YOUR INSTRUCTIONS - Copy every entry exactly as it reads and exclude whatever pictures appear.

DATASET -
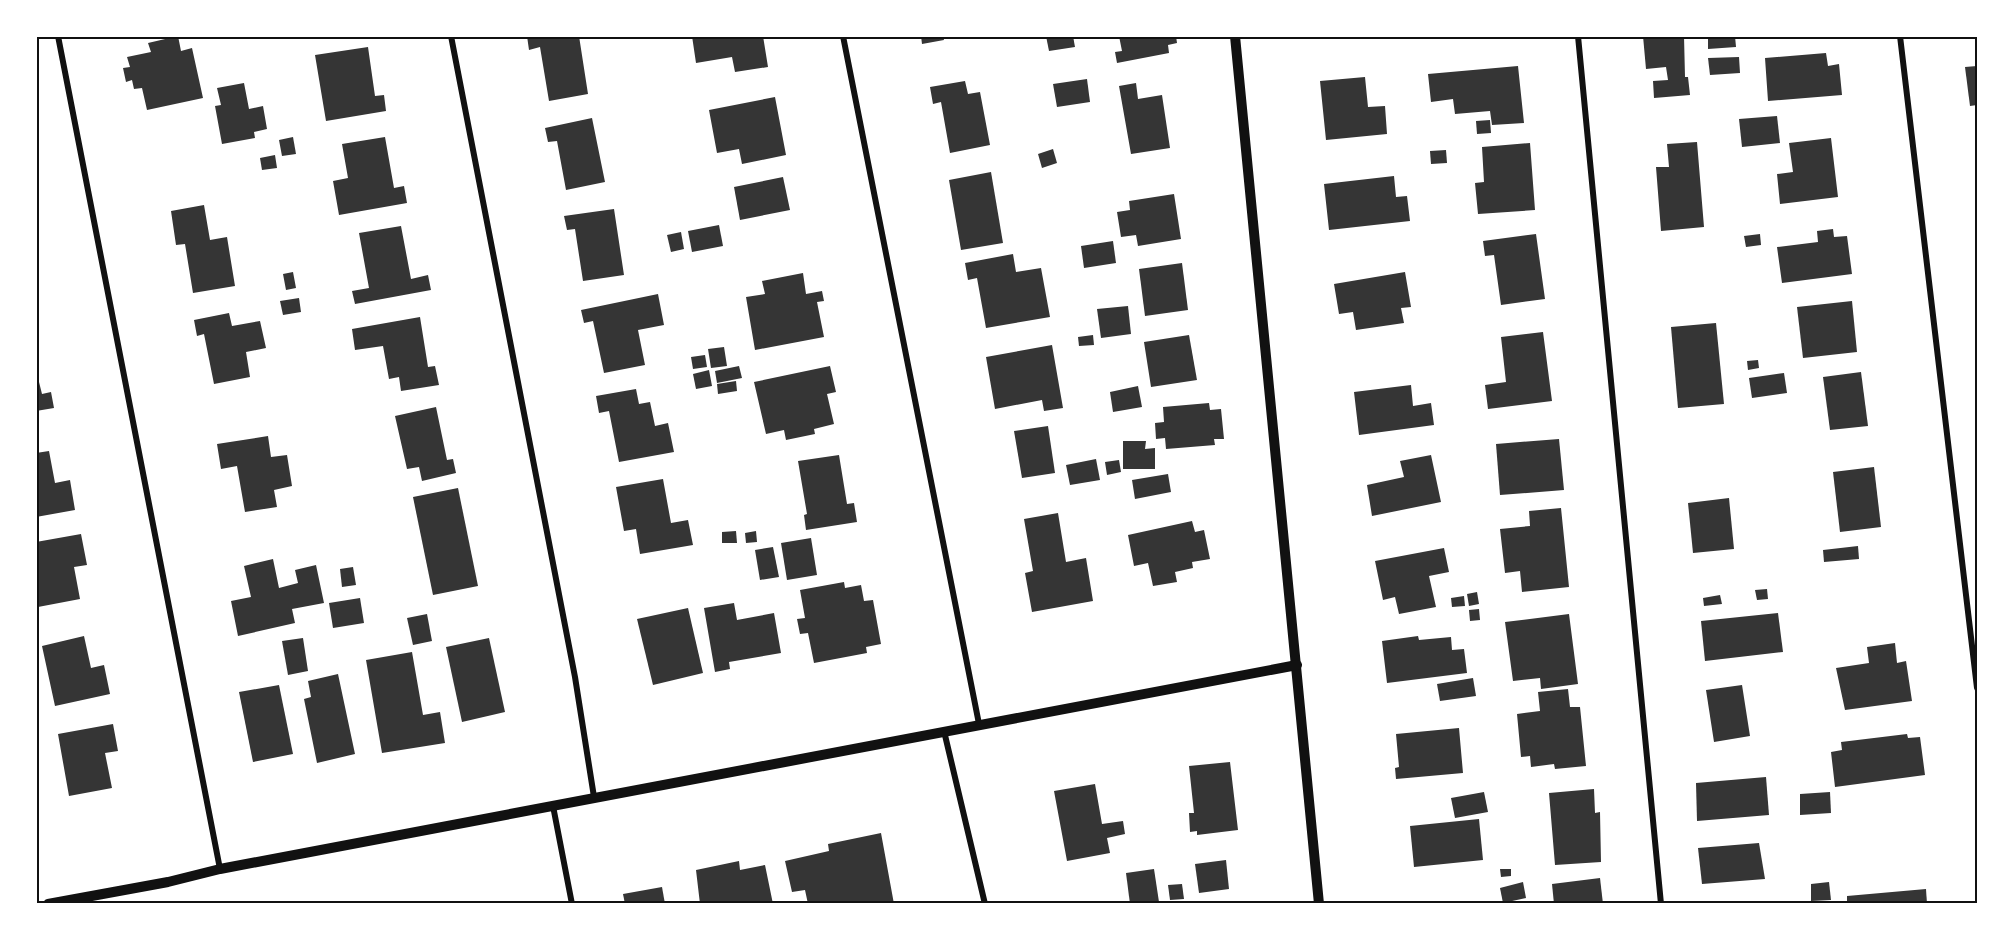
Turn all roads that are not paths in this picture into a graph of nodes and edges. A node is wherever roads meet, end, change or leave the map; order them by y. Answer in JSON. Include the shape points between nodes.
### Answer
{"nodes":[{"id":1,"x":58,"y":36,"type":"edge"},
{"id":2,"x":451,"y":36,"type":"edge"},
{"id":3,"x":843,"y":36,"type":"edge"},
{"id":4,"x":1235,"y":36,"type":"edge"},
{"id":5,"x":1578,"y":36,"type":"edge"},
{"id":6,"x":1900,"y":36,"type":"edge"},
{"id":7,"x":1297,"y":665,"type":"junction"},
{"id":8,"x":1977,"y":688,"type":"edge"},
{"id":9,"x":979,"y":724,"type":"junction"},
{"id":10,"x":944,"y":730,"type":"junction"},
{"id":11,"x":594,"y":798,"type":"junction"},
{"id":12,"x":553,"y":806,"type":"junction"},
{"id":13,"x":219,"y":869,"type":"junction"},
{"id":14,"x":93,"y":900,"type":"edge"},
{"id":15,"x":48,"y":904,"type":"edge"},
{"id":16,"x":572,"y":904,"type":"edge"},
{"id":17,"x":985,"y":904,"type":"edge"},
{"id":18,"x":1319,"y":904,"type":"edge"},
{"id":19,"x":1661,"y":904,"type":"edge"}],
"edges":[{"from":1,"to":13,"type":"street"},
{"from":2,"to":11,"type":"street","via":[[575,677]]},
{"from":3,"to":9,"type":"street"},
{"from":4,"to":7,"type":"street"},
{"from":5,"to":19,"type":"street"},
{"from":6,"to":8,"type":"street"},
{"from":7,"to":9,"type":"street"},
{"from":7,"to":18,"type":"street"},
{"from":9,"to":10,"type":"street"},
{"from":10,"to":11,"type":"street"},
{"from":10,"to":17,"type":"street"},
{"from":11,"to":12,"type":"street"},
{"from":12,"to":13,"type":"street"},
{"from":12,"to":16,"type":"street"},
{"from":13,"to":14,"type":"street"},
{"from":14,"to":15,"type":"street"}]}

FINISHED EXERCISE -
Turn all roads that are not paths in this picture into a graph of nodes and edges. A node is wherever roads meet, end, change or leave the map; order them by y. Answer in JSON. Include the shape points between nodes.
### Answer
{"nodes":[{"id":1,"x":58,"y":36,"type":"edge"},
{"id":2,"x":451,"y":36,"type":"edge"},
{"id":3,"x":843,"y":36,"type":"edge"},
{"id":4,"x":1235,"y":36,"type":"edge"},
{"id":5,"x":1578,"y":36,"type":"edge"},
{"id":6,"x":1900,"y":36,"type":"edge"},
{"id":7,"x":1297,"y":665,"type":"junction"},
{"id":8,"x":1977,"y":688,"type":"edge"},
{"id":9,"x":979,"y":724,"type":"junction"},
{"id":10,"x":944,"y":730,"type":"junction"},
{"id":11,"x":594,"y":798,"type":"junction"},
{"id":12,"x":553,"y":806,"type":"junction"},
{"id":13,"x":219,"y":869,"type":"junction"},
{"id":14,"x":93,"y":900,"type":"edge"},
{"id":15,"x":48,"y":904,"type":"edge"},
{"id":16,"x":572,"y":904,"type":"edge"},
{"id":17,"x":985,"y":904,"type":"edge"},
{"id":18,"x":1319,"y":904,"type":"edge"},
{"id":19,"x":1661,"y":904,"type":"edge"}],
"edges":[{"from":1,"to":13,"type":"street"},
{"from":2,"to":11,"type":"street","via":[[575,677]]},
{"from":3,"to":9,"type":"street"},
{"from":4,"to":7,"type":"street"},
{"from":5,"to":19,"type":"street"},
{"from":6,"to":8,"type":"street"},
{"from":7,"to":9,"type":"street"},
{"from":7,"to":18,"type":"street"},
{"from":9,"to":10,"type":"street"},
{"from":10,"to":11,"type":"street"},
{"from":10,"to":17,"type":"street"},
{"from":11,"to":12,"type":"street"},
{"from":12,"to":13,"type":"street"},
{"from":12,"to":16,"type":"street"},
{"from":13,"to":14,"type":"street"},
{"from":14,"to":15,"type":"street"}]}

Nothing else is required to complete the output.